La canicule a mis les hôpitaux de la région sous forte pression. Aux urgences comme aux soins intensifs, l'afflux de patients victimes de la chaleur a atteint un niveau inédit depuis la crise du Covid.
Du jamais-vu depuis la crise du Covid. C'est ainsi que plusieurs professionnels de la santé décrivaient la situation dans certains services d'urgences de la région ce week-end. Si la pression est aujourd'hui retombée, les équipes ont traversé plusieurs jours particulièrement éprouvants. Les urgences, tout comme les soins intensifs, ont été mises à rude épreuve par l'afflux de patients victimes des fortes chaleurs.

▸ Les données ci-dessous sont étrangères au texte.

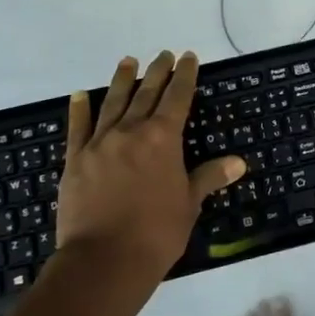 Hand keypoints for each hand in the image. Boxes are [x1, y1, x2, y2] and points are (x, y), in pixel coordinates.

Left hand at [57, 51, 245, 281]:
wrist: (103, 261)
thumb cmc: (156, 233)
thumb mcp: (189, 203)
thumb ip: (209, 176)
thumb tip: (239, 162)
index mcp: (163, 138)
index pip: (178, 97)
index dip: (185, 75)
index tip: (188, 57)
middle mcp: (131, 131)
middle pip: (146, 93)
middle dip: (157, 71)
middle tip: (164, 54)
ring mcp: (99, 143)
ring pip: (113, 102)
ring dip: (122, 80)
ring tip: (128, 61)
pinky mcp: (75, 160)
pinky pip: (77, 128)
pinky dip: (79, 109)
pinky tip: (79, 95) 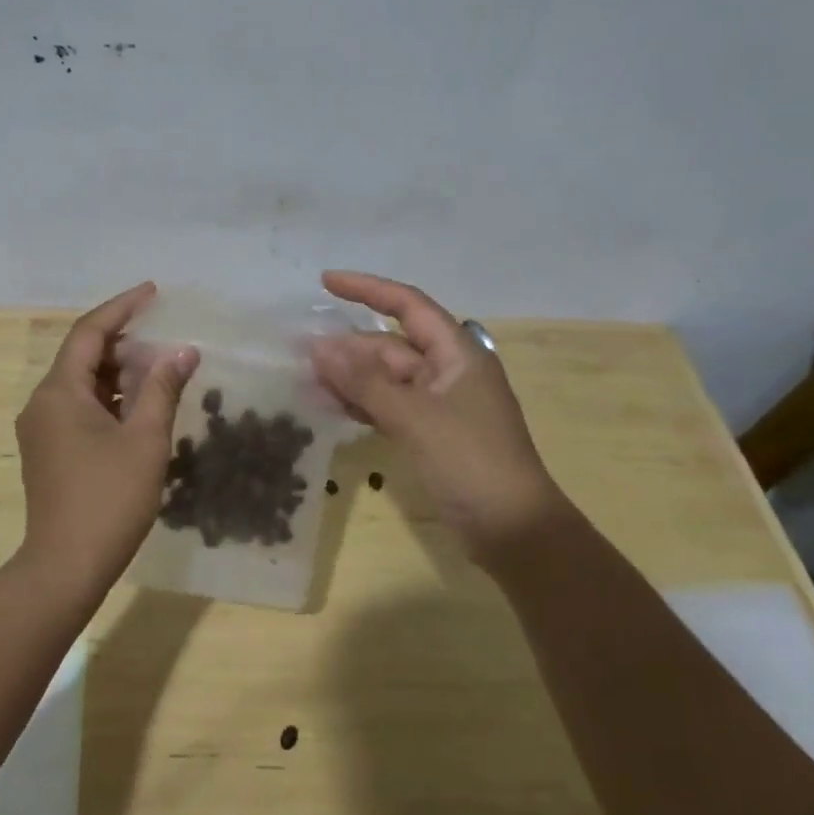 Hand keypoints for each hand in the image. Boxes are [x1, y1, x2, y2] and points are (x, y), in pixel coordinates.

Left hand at [15, 283, 198, 598]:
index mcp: (59, 392)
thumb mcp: (145, 440)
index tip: (153, 292)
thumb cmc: (108, 499)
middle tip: (165, 337)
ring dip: (119, 372)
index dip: (121, 307)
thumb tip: (183, 351)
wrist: (65, 567)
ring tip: (160, 369)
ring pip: (83, 384)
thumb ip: (163, 388)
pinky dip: (110, 399)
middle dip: (124, 342)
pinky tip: (140, 406)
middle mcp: (43, 403)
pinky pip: (79, 408)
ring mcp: (42, 429)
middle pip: (83, 356)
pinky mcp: (49, 451)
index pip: (89, 332)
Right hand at [311, 270, 569, 572]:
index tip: (325, 282)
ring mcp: (439, 404)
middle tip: (300, 352)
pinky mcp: (430, 434)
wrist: (513, 531)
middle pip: (391, 346)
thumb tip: (318, 347)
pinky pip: (388, 406)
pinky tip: (329, 406)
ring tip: (305, 380)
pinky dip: (361, 404)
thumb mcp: (413, 417)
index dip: (367, 289)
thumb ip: (364, 382)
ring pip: (386, 378)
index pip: (408, 305)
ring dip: (349, 377)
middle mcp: (448, 371)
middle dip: (348, 346)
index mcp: (457, 353)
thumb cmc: (469, 461) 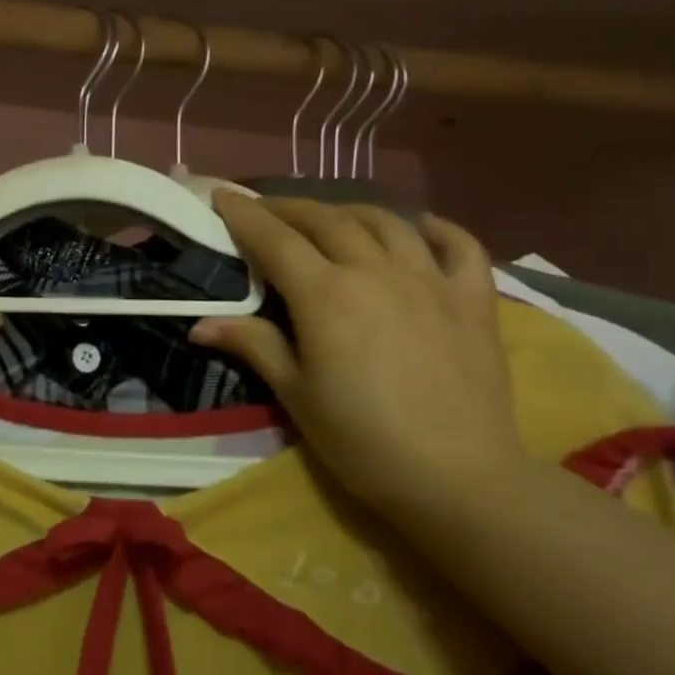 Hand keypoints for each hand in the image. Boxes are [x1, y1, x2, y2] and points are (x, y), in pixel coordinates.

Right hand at [190, 194, 522, 518]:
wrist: (460, 479)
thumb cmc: (363, 440)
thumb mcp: (296, 395)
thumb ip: (253, 345)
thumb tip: (200, 324)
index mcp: (325, 295)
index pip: (275, 239)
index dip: (245, 214)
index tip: (223, 195)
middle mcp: (375, 272)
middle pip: (326, 220)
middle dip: (289, 208)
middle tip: (267, 210)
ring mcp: (430, 281)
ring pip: (385, 222)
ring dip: (349, 211)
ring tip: (330, 217)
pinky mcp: (473, 300)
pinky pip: (460, 246)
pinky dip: (437, 228)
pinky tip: (419, 227) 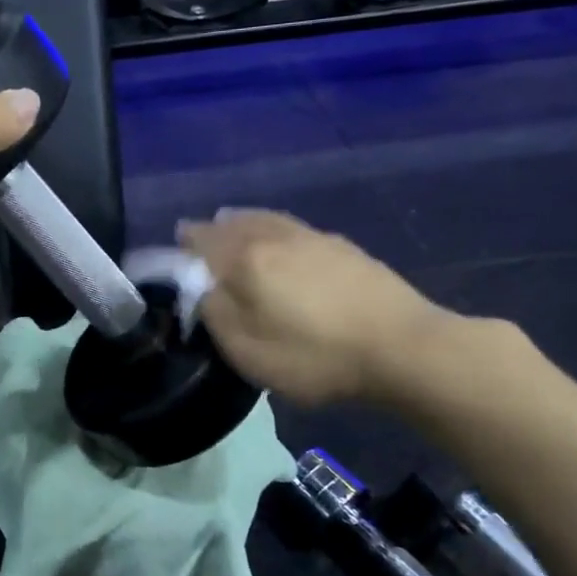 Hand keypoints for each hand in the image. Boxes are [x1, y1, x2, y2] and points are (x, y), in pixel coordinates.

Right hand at [179, 210, 451, 406]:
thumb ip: (215, 313)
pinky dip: (274, 228)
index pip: (202, 241)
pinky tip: (282, 241)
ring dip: (243, 221)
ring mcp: (314, 238)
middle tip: (198, 235)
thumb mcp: (247, 350)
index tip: (173, 245)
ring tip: (233, 223)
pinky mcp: (345, 248)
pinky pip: (294, 228)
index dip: (183, 244)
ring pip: (267, 220)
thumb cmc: (315, 355)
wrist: (403, 349)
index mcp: (246, 259)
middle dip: (212, 228)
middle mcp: (275, 237)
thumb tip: (203, 290)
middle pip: (234, 223) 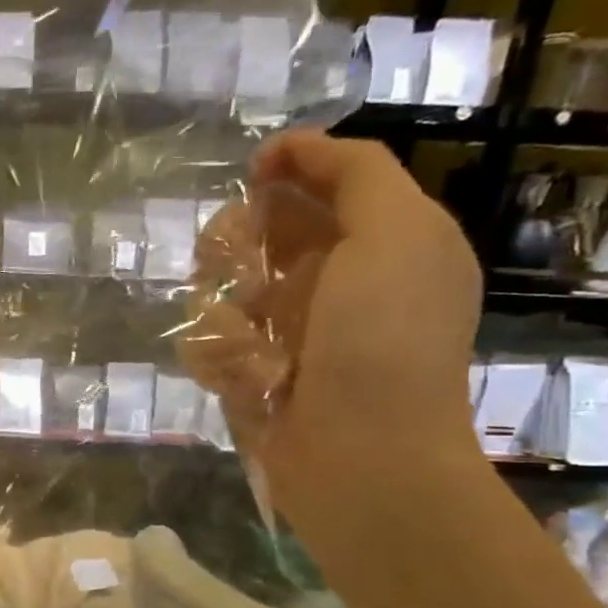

« Nous avons accueilli plus de 30 patients en trois jours aux soins intensifs. C'est une situation que l'on observe très rarement dans notre région pour des cas d'hyperthermie sévère », explique Michael Piagnerelli, chef du service des soins intensifs au CHU Marie Curie (HUmani).
Les patients admis aux soins intensifs ne correspondaient à aucun profil particulier. Jeunes ou plus âgés, avec ou sans antécédents médicaux, tous ont pu être victimes des effets de cette chaleur extrême. « Ils présentaient des températures corporelles supérieures à 40 degrés et, surtout, des atteintes neurologiques importantes, allant de la confusion jusqu'au coma », poursuit le médecin.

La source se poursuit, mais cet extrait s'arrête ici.